1. The facts relating to this appeal may be set out very briefly. One Gopal Nayak died in the year 1900, leaving him surviving no son but only his daughter, one Kuppammal, and grandson by that daughter, one Ganga Nayak. That he left a Will seems undisputed, but the terms of this will are in dispute. Soon after the death of Gopal Nayak, his daughter Kuppammal and grandson Ganga Nayak began alienating various items of property pertaining to his estate. Exhibits C series and D series and 24, 34 series and 35, are all deeds of hypothecation or sale so made in the years 1901 and 1902. By a registered instrument marked F in the case, Kuppammal and Ganga Nayak purported to sell and convey to one Govindappa Nayak all the items of immovable property set out in Schedules 1 and 2 to the plaint. It also appears that some time after the death of Gopal Nayak, his daughter and grandson applied for succession certificate to the District Court of Tinnevelly and that the petition was opposed by or on behalf of the defendants on the ground that the deceased Gopal Nayak was undivided from his brother and nephews, and that all the property of the family having survived on his death to his brother and nephews he had no power of testamentary disposition over any of the properties, the subject-matter of the suit. These proceedings, however, were compromised finally by documents Exhibits A and B (Exhibits B being in form a deed of sale by Kuppammal and Ganga Nayak to the defendants of the properties which are under compromise agreed to be given over to them, and Exhibit A being a release and conveyance by the defendants in favour of Kuppammal and Ganga Nayak of all the other properties relating to the estate of Gopal Nayak). Early in the year 1917, both Kuppammal and Ganga Nayak died within a few days of each other, and, the question who died earlier is one for determination, Ganga Nayak died issueleas leaving only his widow Ovalammal who purported by a registered instrument bearing date the 2nd day of August, 1917, Exhibit G, to sell and convey to the plaintiff-appellant all the properties set out in the sons. 1, 2 and 3 to the plaint. The plaintiff's action is substantially for the recovery of these properties from the defendants.

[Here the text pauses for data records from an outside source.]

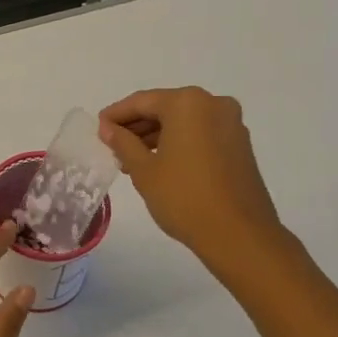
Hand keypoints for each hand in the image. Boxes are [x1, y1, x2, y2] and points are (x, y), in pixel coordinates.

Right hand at [98, 88, 292, 286]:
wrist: (239, 235)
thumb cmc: (184, 197)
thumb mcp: (143, 169)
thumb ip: (122, 142)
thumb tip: (108, 128)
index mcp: (188, 103)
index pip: (142, 101)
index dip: (116, 115)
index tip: (98, 129)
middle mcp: (213, 104)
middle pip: (165, 108)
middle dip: (137, 126)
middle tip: (112, 146)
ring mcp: (231, 124)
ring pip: (183, 122)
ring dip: (156, 136)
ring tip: (131, 160)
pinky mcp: (239, 145)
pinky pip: (200, 134)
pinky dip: (178, 143)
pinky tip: (159, 164)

2. The plaintiff's case is that Kuppammal and Ganga Nayak obtained these properties under the Will of Gopal Nayak, that Ganga Nayak was absolutely entitled thereto or at any rate became so after the death of Kuppammal and that therefore on his death Ovalammal, the plaintiff's vendor, inherited the properties and conveyed them to the plaintiff. No question arises now with regard to the capacity of Ovalammal as a Hindu widow to sell and convey the properties, the subject-matter of the suit because she is still alive, and if she was entitled to the properties, any alienation by her would be valid for her lifetime. The action is resisted by the main defendants who are the brother's sons of the deceased testator Gopal Nayak on the ground, firstly, that the sale to the plaintiff was only a benami transaction and that therefore the plaintiff was not entitled to maintain the suit, and secondly on the ground that as regards the properties in Schs. 1 and 2 to the plaint, the same having passed to Govindappa Nayak on the sale under Exhibit F, have been purchased by them under Exhibit VIII, dated 14th August, 1917, from Govindappa Nayak, and that as regards items 4 to 10 in Soh. 3 the same 'were never the properties of Gopal Nayak, but have all along been the properties of the defendants, and that as regards items 1 to 3, Schesule 3 to the plaint, Ovalammal never succeeded thereto because her husband Ganga Nayak, as a matter of fact predeceased his mother Kuppammal, and that therefore on the death of Kuppammal the property should be deemed to have reverted to the testator Gopal Nayak and become vested in his reversionary heirs, the defendants. As many as 21 issues were raised in the case and though the learned Subordinate Judge found most of the issues in favour of the plaintiff, he finally dismissed the plaintiff's suit on the ground that the sale to 'him by Ovalammal under Exhibit G was only, a benami sale, that there was no consideration the same and that therefore the' plaintiff was not entitled to maintain the suit.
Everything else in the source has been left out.